- **Task goal**
Search the listing below, and show each line that includes the word "hand".

- **Data**
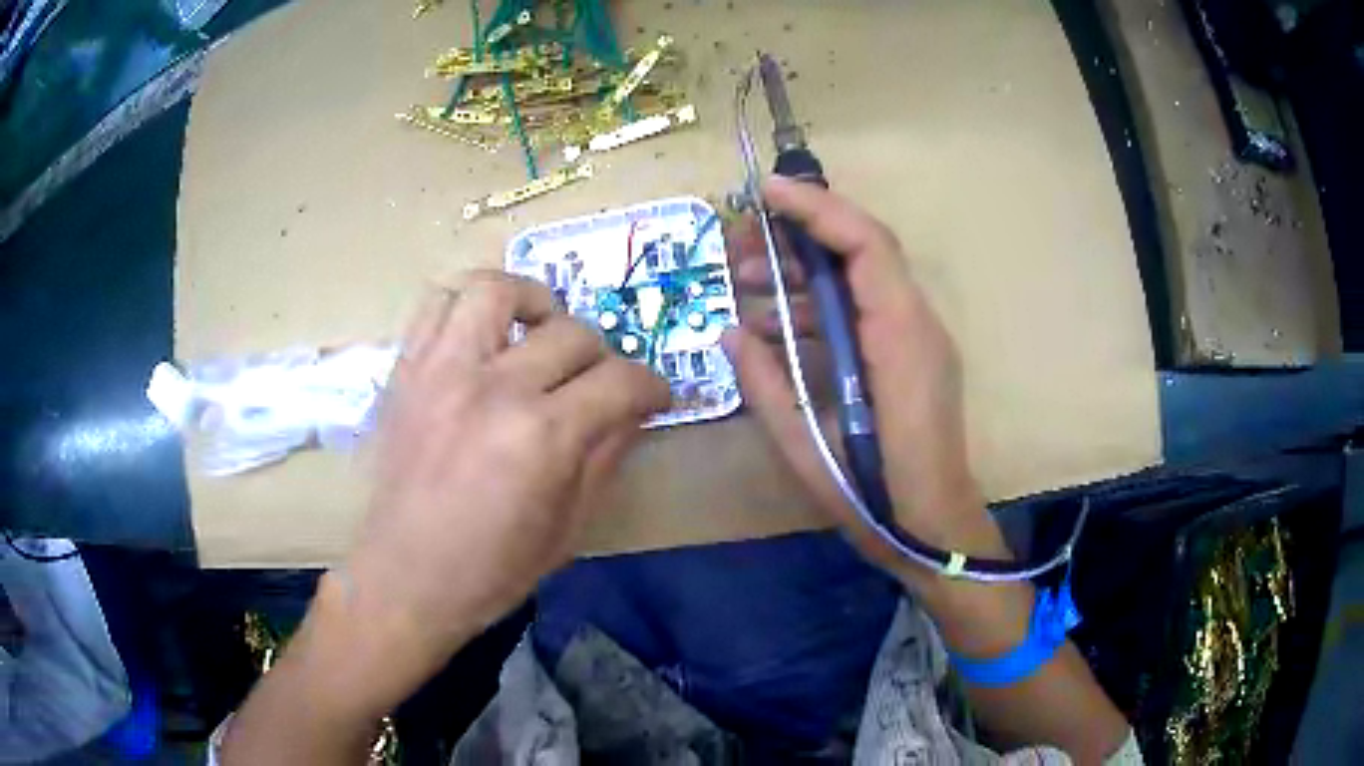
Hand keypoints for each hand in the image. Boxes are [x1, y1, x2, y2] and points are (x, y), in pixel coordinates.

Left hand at [343, 271, 670, 702]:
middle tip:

- **Task output**
Hand keypoints for each hand in the image. Boxes are [x1, y1, x2, y2] and points are (x, y), in pixel coordinates.
Left hand at [343, 271, 670, 702]:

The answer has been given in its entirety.